#### [ACTIVITY]
Every line containing the string "Lambert" should be returned from the records.

======== EXTRACTED INFORMATION

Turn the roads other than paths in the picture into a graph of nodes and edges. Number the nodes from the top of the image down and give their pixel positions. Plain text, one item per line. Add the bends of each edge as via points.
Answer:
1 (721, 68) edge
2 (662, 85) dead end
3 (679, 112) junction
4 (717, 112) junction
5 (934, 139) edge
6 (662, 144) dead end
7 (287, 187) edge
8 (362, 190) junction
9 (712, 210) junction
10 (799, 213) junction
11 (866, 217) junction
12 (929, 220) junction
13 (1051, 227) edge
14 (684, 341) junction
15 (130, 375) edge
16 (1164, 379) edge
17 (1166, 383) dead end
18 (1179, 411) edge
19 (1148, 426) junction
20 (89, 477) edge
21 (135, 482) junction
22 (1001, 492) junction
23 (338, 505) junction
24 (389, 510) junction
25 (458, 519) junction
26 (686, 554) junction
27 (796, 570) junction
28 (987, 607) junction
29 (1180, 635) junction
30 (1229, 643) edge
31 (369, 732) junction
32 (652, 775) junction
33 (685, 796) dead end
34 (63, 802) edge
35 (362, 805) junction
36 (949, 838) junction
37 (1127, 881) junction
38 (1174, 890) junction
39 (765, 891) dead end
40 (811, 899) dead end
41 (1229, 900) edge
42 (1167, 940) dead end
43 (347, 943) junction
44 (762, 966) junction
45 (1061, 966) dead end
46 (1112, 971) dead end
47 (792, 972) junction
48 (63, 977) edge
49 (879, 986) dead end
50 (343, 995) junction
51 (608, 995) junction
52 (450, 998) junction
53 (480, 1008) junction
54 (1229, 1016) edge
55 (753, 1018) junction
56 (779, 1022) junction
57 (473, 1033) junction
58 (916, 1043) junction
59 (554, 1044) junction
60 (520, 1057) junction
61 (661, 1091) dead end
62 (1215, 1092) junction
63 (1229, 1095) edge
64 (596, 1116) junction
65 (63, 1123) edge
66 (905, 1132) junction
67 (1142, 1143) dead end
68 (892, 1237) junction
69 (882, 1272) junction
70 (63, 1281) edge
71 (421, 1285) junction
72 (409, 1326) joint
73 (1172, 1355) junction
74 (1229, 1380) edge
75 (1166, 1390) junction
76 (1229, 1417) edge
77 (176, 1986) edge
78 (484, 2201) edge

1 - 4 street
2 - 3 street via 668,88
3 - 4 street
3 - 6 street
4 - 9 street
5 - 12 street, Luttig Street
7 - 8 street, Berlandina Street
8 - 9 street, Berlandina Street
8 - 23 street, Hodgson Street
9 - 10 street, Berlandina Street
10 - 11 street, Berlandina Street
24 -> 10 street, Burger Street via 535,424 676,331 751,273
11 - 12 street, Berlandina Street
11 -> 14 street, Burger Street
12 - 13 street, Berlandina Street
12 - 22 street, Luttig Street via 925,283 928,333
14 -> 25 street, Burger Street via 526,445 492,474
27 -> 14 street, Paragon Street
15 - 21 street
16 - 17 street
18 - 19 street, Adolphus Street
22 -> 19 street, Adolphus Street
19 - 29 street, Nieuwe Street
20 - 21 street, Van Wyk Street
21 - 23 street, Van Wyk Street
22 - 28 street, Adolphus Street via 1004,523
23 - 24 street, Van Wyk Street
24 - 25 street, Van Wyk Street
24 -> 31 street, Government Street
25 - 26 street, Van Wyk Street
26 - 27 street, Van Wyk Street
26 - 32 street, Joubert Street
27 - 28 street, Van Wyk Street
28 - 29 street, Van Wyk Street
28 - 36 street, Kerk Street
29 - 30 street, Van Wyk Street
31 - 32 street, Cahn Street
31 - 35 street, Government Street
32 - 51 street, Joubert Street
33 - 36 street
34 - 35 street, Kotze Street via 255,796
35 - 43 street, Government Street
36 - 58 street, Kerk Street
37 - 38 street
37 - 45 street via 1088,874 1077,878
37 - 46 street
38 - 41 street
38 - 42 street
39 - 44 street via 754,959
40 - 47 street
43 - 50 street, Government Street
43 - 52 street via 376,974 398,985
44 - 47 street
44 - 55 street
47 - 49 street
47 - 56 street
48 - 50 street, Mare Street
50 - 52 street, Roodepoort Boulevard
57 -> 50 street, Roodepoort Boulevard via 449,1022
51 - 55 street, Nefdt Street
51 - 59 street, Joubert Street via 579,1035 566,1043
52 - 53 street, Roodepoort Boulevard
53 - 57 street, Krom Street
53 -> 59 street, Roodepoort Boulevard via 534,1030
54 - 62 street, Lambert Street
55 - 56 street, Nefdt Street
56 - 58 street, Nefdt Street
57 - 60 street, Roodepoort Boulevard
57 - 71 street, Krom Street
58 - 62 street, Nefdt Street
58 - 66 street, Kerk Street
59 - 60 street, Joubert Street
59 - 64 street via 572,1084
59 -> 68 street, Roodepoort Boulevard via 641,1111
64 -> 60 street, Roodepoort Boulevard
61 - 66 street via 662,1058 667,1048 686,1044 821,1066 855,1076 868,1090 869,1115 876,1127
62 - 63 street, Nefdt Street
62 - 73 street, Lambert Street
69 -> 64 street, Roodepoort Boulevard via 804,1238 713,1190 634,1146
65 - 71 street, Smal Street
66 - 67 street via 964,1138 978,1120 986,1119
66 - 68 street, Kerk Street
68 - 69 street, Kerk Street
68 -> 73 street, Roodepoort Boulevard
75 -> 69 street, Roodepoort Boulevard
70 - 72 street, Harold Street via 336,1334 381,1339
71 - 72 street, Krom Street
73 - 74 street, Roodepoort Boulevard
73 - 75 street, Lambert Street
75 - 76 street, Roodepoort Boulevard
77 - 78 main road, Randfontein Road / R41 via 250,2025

================

#### [PROBLEM SOLUTION]
54 - 62 street, Lambert Street
62 - 73 street, Lambert Street
73 - 75 street, Lambert Street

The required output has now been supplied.